Campus & Community

KSG conference defines, discusses ‘rogue’ states

4 min read

Sessions probe ways of dealing with rigid, repressive states

Ashton
Ashton Carter, Ford Foundation Professor of Science and International Affairs, and an assistant secretary of defense under Bill Clinton, contributes to the discussion on ‘rogue’ states. (Staff photo Kris Snibbe/Harvard News Office)

Diplomats, academics, and leaders of nongovernmental organizations gathered at the John F. Kennedy School of Government last week for a three-day conference examining the world’s “rogue” states and how best to handle them.

Robert Rotberg, director of the Program on Intrastate Conflict, Conflict Prevention, and Conflict Resolution, said the international community has strategies to deal with different types of nations, with one exception. Those countries, loosely termed “rogue” states, appear around the world, have different origins, but share similar characteristics.

They are repressive to their own populations and uncooperative with the international community, but unlike a failed state, they have rigid government structures and tight control over power.

“We’re trying to see, through this meeting, what comparability we see between these disparate states and what U.S. policy should be towards them,” Rotberg said.

The conference, held Oct. 14-16, was called “Winning the Prize for Repression: The ‘Real’ Rogue States?” and was sponsored by the Belfer Center for Science and International Affairs’ Program on Intrastate Conflict, Conflict Prevention, and Conflict Resolution, and by the World Peace Foundation.

Thus far, Rotberg said, the United States has had disparate policies for these nations, virtually ignoring some, such as Burma, and focusing much time and attention on others, such as nuclear-armed North Korea.

The meeting featured a variety of sessions dealing with nations including Turkmenistan and Uzbekistan, Burma, North Korea, Syria, Tunisia, Belarus, Iran, Saudi Arabia, Togo, Equatorial Guinea, and Zimbabwe.

In one session, Marcus Noland, of the Institute for International Economics, said North Korea represents a particularly difficult situation because of its nuclear weapons capability.

The nation’s people have been suffering through more than a decade of food shortages that has killed between 600,000 and 1 million people.
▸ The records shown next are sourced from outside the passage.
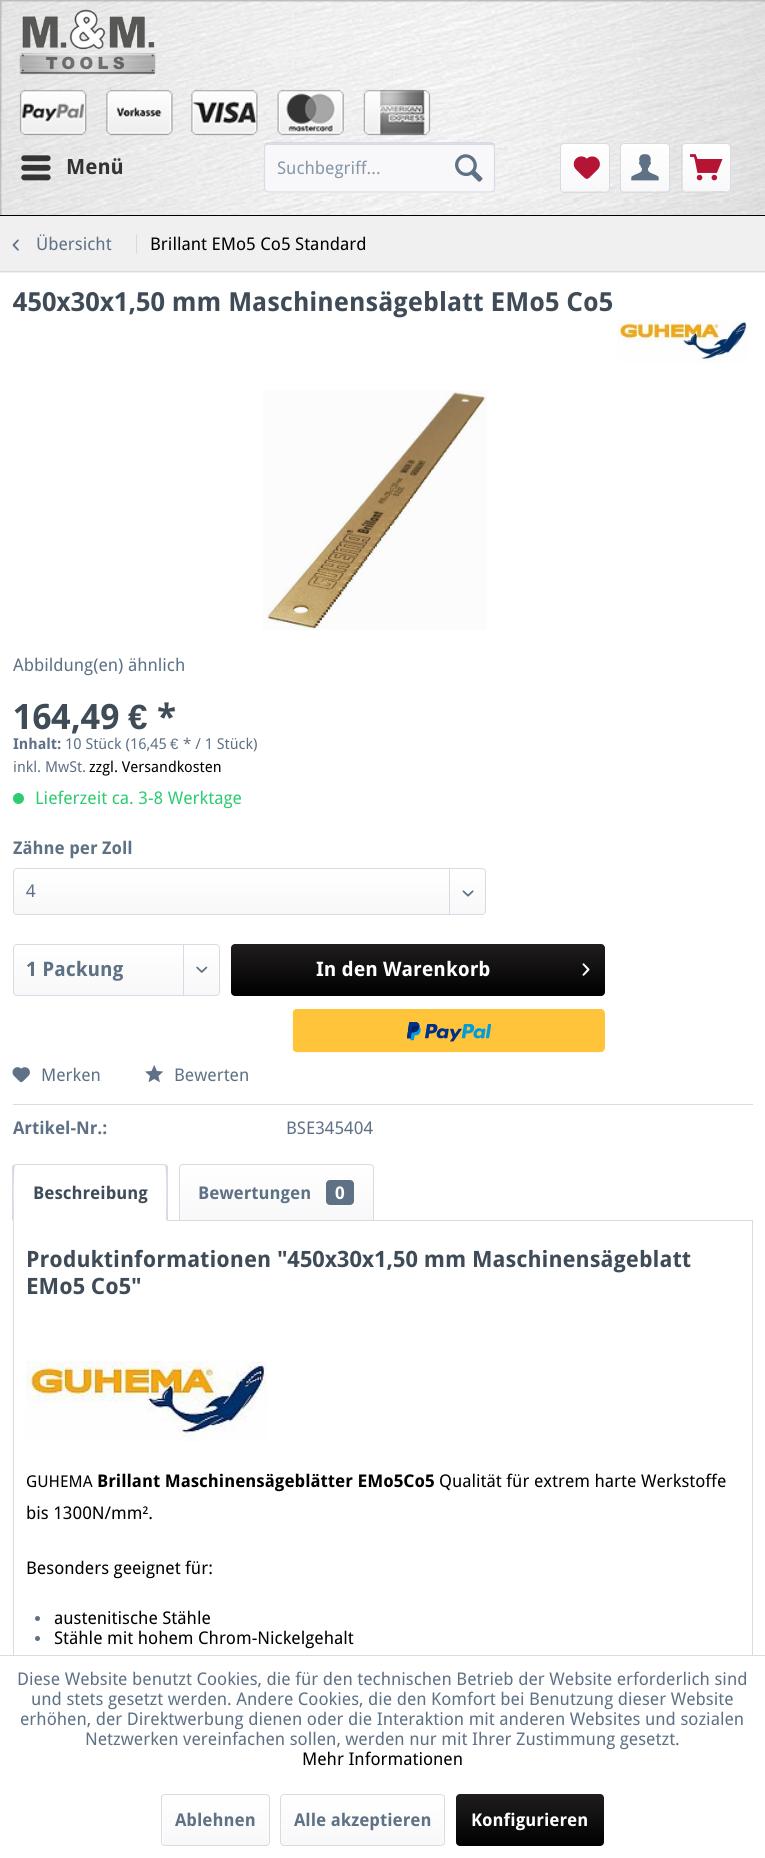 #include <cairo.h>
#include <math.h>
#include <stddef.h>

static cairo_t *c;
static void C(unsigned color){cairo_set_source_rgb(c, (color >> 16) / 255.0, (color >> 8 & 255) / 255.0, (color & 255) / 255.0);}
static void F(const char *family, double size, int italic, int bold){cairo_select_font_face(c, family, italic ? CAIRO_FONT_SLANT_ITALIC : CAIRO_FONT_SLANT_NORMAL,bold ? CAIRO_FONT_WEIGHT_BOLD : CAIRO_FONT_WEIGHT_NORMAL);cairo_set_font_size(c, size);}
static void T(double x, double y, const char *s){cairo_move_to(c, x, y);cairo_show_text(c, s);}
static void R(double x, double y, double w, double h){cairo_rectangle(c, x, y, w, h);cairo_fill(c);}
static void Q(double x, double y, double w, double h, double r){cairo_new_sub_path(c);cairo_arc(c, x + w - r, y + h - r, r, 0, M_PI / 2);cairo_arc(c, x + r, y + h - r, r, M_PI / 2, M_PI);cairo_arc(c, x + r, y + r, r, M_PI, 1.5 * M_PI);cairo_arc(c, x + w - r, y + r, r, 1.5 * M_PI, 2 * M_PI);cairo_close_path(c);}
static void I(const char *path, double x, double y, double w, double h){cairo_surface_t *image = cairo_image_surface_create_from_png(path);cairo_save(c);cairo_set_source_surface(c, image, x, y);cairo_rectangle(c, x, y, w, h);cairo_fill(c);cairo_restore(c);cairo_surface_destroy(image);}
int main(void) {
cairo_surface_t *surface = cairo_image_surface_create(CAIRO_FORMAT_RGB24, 765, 1858);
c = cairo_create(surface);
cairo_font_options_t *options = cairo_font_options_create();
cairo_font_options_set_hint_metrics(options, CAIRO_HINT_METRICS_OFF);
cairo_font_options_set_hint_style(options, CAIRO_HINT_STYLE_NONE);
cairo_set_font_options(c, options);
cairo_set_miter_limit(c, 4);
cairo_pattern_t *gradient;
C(0xffffff);
cairo_paint(c);
I("1.png",0,0,765,215);
C(0x000000);
R(0,215,765,1);
I("2.png",19,9,137,66);
I("3.png",19,89,68,47);
I("4.png",106,89,67,47);
I("5.png",191,89,67,47);
I("6.png",277,89,67,47);
I("7.png",363,89,68,47);
I("8.png",21,155,30,26);
F("Droid Sans",21,0,1);
C(0x333333);
T(66,174,"Menü");
C(0xf8f8fa);
Q(264,143,231,50,4);
cairo_fill(c);
C(0xdadae5);
cairo_new_path(c);
cairo_move_to(c,268,145);
cairo_line_to(c,491,145);
cairo_curve_to(c,493,145,494,146,494,148);
cairo_curve_to(c,494,146,494,144,492,144);
cairo_line_to(c,268,144);
cairo_curve_to(c,265,144,265,146,265,148);
cairo_curve_to(c,265,146,266,145,268,145);
cairo_close_path(c);
cairo_fill(c);
cairo_new_path(c);
cairo_move_to(c,265.5,144);
cairo_line_to(c,267.5,143);
cairo_line_to(c,491,143);
cairo_line_to(c,493.5,144);
C(0xcbcbdb);
cairo_set_line_width(c,1.2);
cairo_stroke(c);
cairo_new_path(c);
cairo_move_to(c,493.5,144);
cairo_line_to(c,494.5,146);
cairo_line_to(c,494.5,189);
cairo_line_to(c,493.5,191);
cairo_line_to(c,491,192);
cairo_line_to(c,267.5,192);
cairo_line_to(c,265.5,191);
cairo_line_to(c,264.5,189);
cairo_line_to(c,264.5,146);
cairo_line_to(c,265.5,144);
C(0xdadae5);
cairo_stroke(c);
F("Droid Sans",17.5,0,0);
C(0x8798a9);
T(277,174,"Suchbegriff...");
I("9.png",455,154,28,28);
gradient = cairo_pattern_create_linear(585,144,585,191);
cairo_pattern_add_color_stop_rgba(gradient,0,1,1,1,1);
cairo_pattern_add_color_stop_rgba(gradient,1,0.973,0.973,0.98,1);
cairo_set_source(c,gradient);
cairo_pattern_destroy(gradient);
Q(561,144,48,47,2.5);
cairo_fill(c);
Q(560.5,143.5,49,49,3.5);
C(0xdadae5);
cairo_set_line_width(c,1);
cairo_stroke(c);
I("10.png",573,156,27,23);
gradient = cairo_pattern_create_linear(645,144,645,191);
cairo_pattern_add_color_stop_rgba(gradient,0,1,1,1,1);
cairo_pattern_add_color_stop_rgba(gradient,1,0.973,0.973,0.98,1);
cairo_set_source(c,gradient);
cairo_pattern_destroy(gradient);
Q(621,144,48,47,2.5);
cairo_fill(c);
Q(620.5,143.5,49,49,3.5);
C(0xdadae5);
cairo_stroke(c);
I("11.png",631,154,28,27);
gradient = cairo_pattern_create_linear(706,144,706,191);
cairo_pattern_add_color_stop_rgba(gradient,0,1,1,1,1);
cairo_pattern_add_color_stop_rgba(gradient,1,0.973,0.973,0.98,1);
cairo_set_source(c,gradient);
cairo_pattern_destroy(gradient);
Q(683,144,47,47,2.5);
cairo_fill(c);
Q(681.5,143.5,49,49,3.5);
C(0xdadae5);
cairo_stroke(c);
I("12.png",690,154,33,27);
C(0xf0f0f0);
R(0,216,765,57);
C(0xdadae5);
R(0,271,765,1);
I("13.png",12,239,7,12);
C(0x5f7285);
T(36,250,"Übersicht");
C(0xdadae5);
R(136,234,1,20);
C(0x000000);
T(150,250,"Brillant EMo5 Co5 Standard");
F("Droid Sans",26.25,0,1);
C(0x3f4c58);
T(13,311,"450x30x1,50 mm Maschinensägeblatt EMo5 Co5");
I("14.png",617,320,130,43);
I("15.png",263,390,224,240);
F("Droid Sans",17.5,0,0);
C(0x5f7285);
T(13,671,"Abbildung(en) ähnlich");
F("Droid Sans",35,0,1);
C(0x3f4c58);
T(13,729,"164,49");
F("Liberation Sans",35,0,1);
T(128,729,"€");
F("Droid Sans",35,0,1);
T(157,729,"*");
F("Droid Sans",15,0,1);
C(0x5f7285);
T(13,749,"Inhalt:");
F("Droid Sans",15,0,0);
T(65,749,"10 Stück (16,45");
F("Liberation Sans",15,0,0);
T(170,749,"€");
F("Droid Sans",15,0,0);
T(183,749,"* / 1 Stück)");
T(13,772,"inkl. MwSt.");
C(0x000000);
T(89,772,"zzgl. Versandkosten");
C(0x2ecc71);
cairo_new_path(c);
cairo_arc(c,18.5,798.5,5.5,0,2 * M_PI);
cairo_fill(c);
F("Droid Sans",17.5,0,0);
T(35,804,"Lieferzeit ca. 3-8 Werktage");
F("Droid Sans",17.5,0,1);
C(0x5f7285);
T(13,854,"Zähne per Zoll");
gradient = cairo_pattern_create_linear(249,869,249,914);
cairo_pattern_add_color_stop_rgba(gradient,0,1,1,1,1);
cairo_pattern_add_color_stop_rgba(gradient,1,0.973,0.973,0.98,1);
cairo_set_source(c,gradient);
cairo_pattern_destroy(gradient);
Q(14,869,471,45,2.5);
cairo_fill(c);
Q(13.5,868.5,472,46,3.5);
C(0xdadae5);
cairo_stroke(c);
F("Droid Sans",17.5,0,0);
C(0x5f7285);
T(26,897,"4");
C(0xdadae5);
R(449,869,1,45);
I("16.png",462,890,12,7);
gradient = cairo_pattern_create_linear(116,945,116,995);
cairo_pattern_add_color_stop_rgba(gradient,0,1,1,1,1);
cairo_pattern_add_color_stop_rgba(gradient,1,0.973,0.973,0.98,1);
cairo_set_source(c,gradient);
cairo_pattern_destroy(gradient);
Q(14,945,205,50,2.5);
cairo_fill(c);
Q(13.5,944.5,206,51,3.5);
C(0xdadae5);
cairo_stroke(c);
F("Droid Sans",20,0,1);
C(0x5f7285);
T(26,976,"1 Packung");
C(0xdadae5);
R(183,945,1,50);
I("17.png",196,966,12,7);
gradient = cairo_pattern_create_linear(418,944,418,996);
cairo_pattern_add_color_stop_rgba(gradient,0,0.125,0.114,0.114,1);
cairo_pattern_add_color_stop_rgba(gradient,1,0,0,0,1);
cairo_set_source(c,gradient);
cairo_pattern_destroy(gradient);
Q(231,944,374,52,4);
cairo_fill(c);
C(0xffffff);
T(316,976,"In den Warenkorb");
I("18.png",582,963,8,13);
I("19.png",292,1009,313,44);
C(0xdadae5);
R(13,1104,740,1);
I("20.png",12,1067,18,16);
F("Droid Sans",17.5,0,0);
C(0x5f7285);
T(41,1081,"Merken");
I("21.png",145,1065,19,18);
T(174,1081,"Bewerten");
F("Droid Sans",17.5,0,1);
T(13,1134,"Artikel-Nr.:");
F("Droid Sans",17.5,0,0);
T(286,1134,"BSE345404");
cairo_rectangle(c,13.5,1220.5,739,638);
C(0xdadae5);
cairo_stroke(c);
C(0xffffff);
cairo_new_path(c);
cairo_move_to(c,17,1164);
cairo_line_to(c,164,1164);
cairo_curve_to(c,166,1164,168,1166,168,1168);
cairo_line_to(c,168,1221);
cairo_line_to(c,13,1221);
cairo_line_to(c,13,1168);
cairo_curve_to(c,13,1166,15,1164,17,1164);
cairo_close_path(c);
cairo_fill(c);
C(0xdadae5);
cairo_new_path(c);
cairo_move_to(c,16,1164);
cairo_line_to(c,13,1165);
cairo_line_to(c,15,1166);
cairo_line_to(c,16,1165);
cairo_line_to(c,164,1165);
cairo_line_to(c,165,1166);
cairo_line_to(c,167,1165);
cairo_line_to(c,164,1164);
cairo_close_path(c);
cairo_fill(c);
cairo_new_path(c);
cairo_move_to(c,167,1165);
cairo_line_to(c,168,1166);
cairo_line_to(c,168,1221);
cairo_line_to(c,166,1220);
cairo_curve_to(c,166,1213,167,1168,165,1166);
cairo_close_path(c);
cairo_fill(c);
C(0xffffff);
cairo_new_path(c);
cairo_move_to(c,167,1221);
cairo_line_to(c,13,1221);
cairo_line_to(c,14,1220);
cairo_line_to(c,166,1220);
cairo_close_path(c);
cairo_fill(c);
C(0xdadae5);
cairo_new_path(c);
cairo_move_to(c,12,1166);
cairo_line_to(c,13,1165);
cairo_line_to(c,15,1166);
cairo_curve_to(c,13,1168,14,1213,14,1220);
cairo_line_to(c,12,1221);
cairo_close_path(c);
cairo_fill(c);
F("Droid Sans",17.5,0,1);
C(0x3f4c58);
T(33,1199,"Beschreibung");
gradient = cairo_pattern_create_linear(276,1165,276,1220);
cairo_pattern_add_color_stop_rgba(gradient,0,1,1,1,1);
cairo_pattern_add_color_stop_rgba(gradient,1,0.973,0.973,0.98,1);
cairo_set_source(c,gradient);
cairo_pattern_destroy(gradient);
cairo_new_path(c);
cairo_move_to(c,182.5,1165);
cairo_line_to(c,370.5,1165);
cairo_curve_to(c,372,1165,373,1166,373,1167.5);
cairo_line_to(c,373,1220);
cairo_line_to(c,180,1220);
cairo_line_to(c,180,1167.5);
cairo_curve_to(c,180,1166,181,1165,182.5,1165);
cairo_close_path(c);
cairo_fill(c);
cairo_new_path(c);
cairo_move_to(c,183,1164.5);
cairo_line_to(c,370,1164.5);
cairo_curve_to(c,372,1164.5,373.5,1166,373.5,1168);
cairo_line_to(c,373.5,1220.5);
cairo_line_to(c,179.5,1220.5);
cairo_line_to(c,179.5,1168);
cairo_curve_to(c,179.5,1166,181,1164.5,183,1164.5);
cairo_close_path(c);
C(0xdadae5);
cairo_stroke(c);
C(0x5f7285);
T(198,1199,"Bewertungen");
Q(326,1180,28,25,4);
cairo_fill(c);
C(0xffffff);
T(335,1199,"0");
F("Droid Sans",22.5,0,1);
C(0x3f4c58);
T(26,1267,"Produktinformationen \"450x30x1,50 mm Maschinensägeblatt");
T(26,1294,"EMo5 Co5\"");
I("22.png",26,1361,242,80);
F("Droid Sans",16.25,0,0);
C(0x000000);
T(26,1487,"GUHEMA");
F("Droid Sans",17.5,0,1);
T(97,1487,"Brillant Maschinensägeblätter EMo5Co5");
F("Droid Sans",17.5,0,0);
T(439,1487,"Qualität für extrem harte Werkstoffe");
T(26,1519,"bis 1300N/mm².");
T(26,1574,"Besonders geeignet für:");
C(0x5f7285);
cairo_new_path(c);
cairo_arc(c,37.5,1618.5,2.5,0,2 * M_PI);
cairo_fill(c);
C(0x000000);
T(54,1624,"austenitische Stähle");
C(0x5f7285);
cairo_new_path(c);
cairo_arc(c,37.5,1638.5,2.5,0,2 * M_PI);
cairo_fill(c);
C(0x000000);
T(54,1644,"Stähle mit hohem Chrom-Nickelgehalt");
C(0xffffff);
R(13,1656,740,202);
C(0xdadae5);
R(0,1655,765,1);
C(0x5f7285);
T(17,1685,"Diese Website benutzt Cookies, die für den technischen Betrieb der Website erforderlich sind");
T(31,1705,"und stets gesetzt werden. Andere Cookies, die den Komfort bei Benutzung dieser Website");
T(20,1725,"erhöhen, der Direktwerbung dienen oder die Interaktion mit anderen Websites und sozialen");
T(85,1745,"Netzwerken vereinfachen sollen, werden nur mit Ihrer Zustimmung gesetzt.");
C(0x000000);
T(302,1765,"Mehr Informationen");
gradient = cairo_pattern_create_linear(216,1795,216,1845);
cairo_pattern_add_color_stop_rgba(gradient,0,1,1,1,1);
cairo_pattern_add_color_stop_rgba(gradient,1,0.973,0.973,0.98,1);
cairo_set_source(c,gradient);
cairo_pattern_destroy(gradient);
Q(163,1795,106,50,2.5);
cairo_fill(c);
Q(161.5,1794.5,108,51,3.5);
C(0xdadae5);
cairo_stroke(c);
F("Droid Sans",17.5,0,1);
C(0x5f7285);
T(175,1826,"Ablehnen");
gradient = cairo_pattern_create_linear(363,1795,363,1845);
cairo_pattern_add_color_stop_rgba(gradient,0,1,1,1,1);
cairo_pattern_add_color_stop_rgba(gradient,1,0.973,0.973,0.98,1);
cairo_set_source(c,gradient);
cairo_pattern_destroy(gradient);
Q(281,1795,163,50,2.5);
cairo_fill(c);
Q(280.5,1794.5,164,51,3.5);
C(0xdadae5);
cairo_stroke(c);
C(0x5f7285);
T(294,1826,"Alle akzeptieren");
gradient = cairo_pattern_create_linear(530,1794,530,1846);
cairo_pattern_add_color_stop_rgba(gradient,0,0.125,0.114,0.114,1);
cairo_pattern_add_color_stop_rgba(gradient,1,0,0,0,1);
cairo_set_source(c,gradient);
cairo_pattern_destroy(gradient);
Q(456,1794,148,52,4);
cairo_fill(c);
C(0xffffff);
T(471,1826,"Konfigurieren");
cairo_surface_write_to_png(surface, "o.png");
cairo_font_options_destroy(options);
cairo_destroy(c);
cairo_surface_destroy(surface);
return 0;
}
Despite that internal privation, the leadership of Kim Jong Il remains strong, Noland said.

North Korea treats its own people “barbarously,” Noland said. In addition to the food shortages, North Korea has one of the largest militaries in the world and is extremely repressive, with an extensive prison system that practices multigenerational imprisonment and torture, and has high death rates.

The North Korean economy has failed, Noland said, and much of the famine is a result of human mismanagement rather than natural conditions. The North Korean regime, Noland said, is virtually criminal. It has not only violated nuclear agreements, but also is a state sponsor of terrorism and has engaged in drug trafficking and trade in endangered species.

“If we could apply the RICO statute internationally, we could prosecute the state as a criminal enterprise,” Noland said.

All that having been said, North Korea has to be handled carefully because of its nuclear arms. Despite these difficulties and unlike some other rogue nations that are so insular the international community has no influence, North Korea does have relationships that can be used.

Ashton Carter, Ford Foundation Professor of Science and International Affairs, who served as an assistant secretary of defense under President Bill Clinton, said the Bush administration’s misreading of the situation in Iraq under Saddam Hussein makes him cautious about the accuracy of information coming out of modern North Korea.

Carter said he didn’t think that diplomacy would work to curb North Korea’s nuclear weapons program and that some kind of pressure would have to be brought to bear.

That pressure, he said, at least initially should be economic. That means nations that have better economic relations with North Korea, especially China, are indispensable allies.

Carter said he’s concerned that the situation has deteriorated in recent years, as nuclear material that was once monitored is now hidden. He also said North Korea may have grown bolder by the lack of a strong policy, what he called the U.S.’s “carrotless, stickless approach.”

Over the course of the three days, Rotberg said, participants discussed many common characteristics of these rogue nations and decided that the term “rogue” was too imprecise to be valuable in analysis.

Participants preferred to think of the nation-states under examination as repressive. Only some, such as North Korea and Iran, are also outwardly aggressive. A few states, like Tunisia, abuse their own people but are no threat to others.

Rotberg said that a subsequent meeting of experts on the “rogue” states will develop data sufficient to rank the countries according to their separate degrees of repression and aggression. United States policy toward such states will best be made when those differences in repression and aggression are better understood.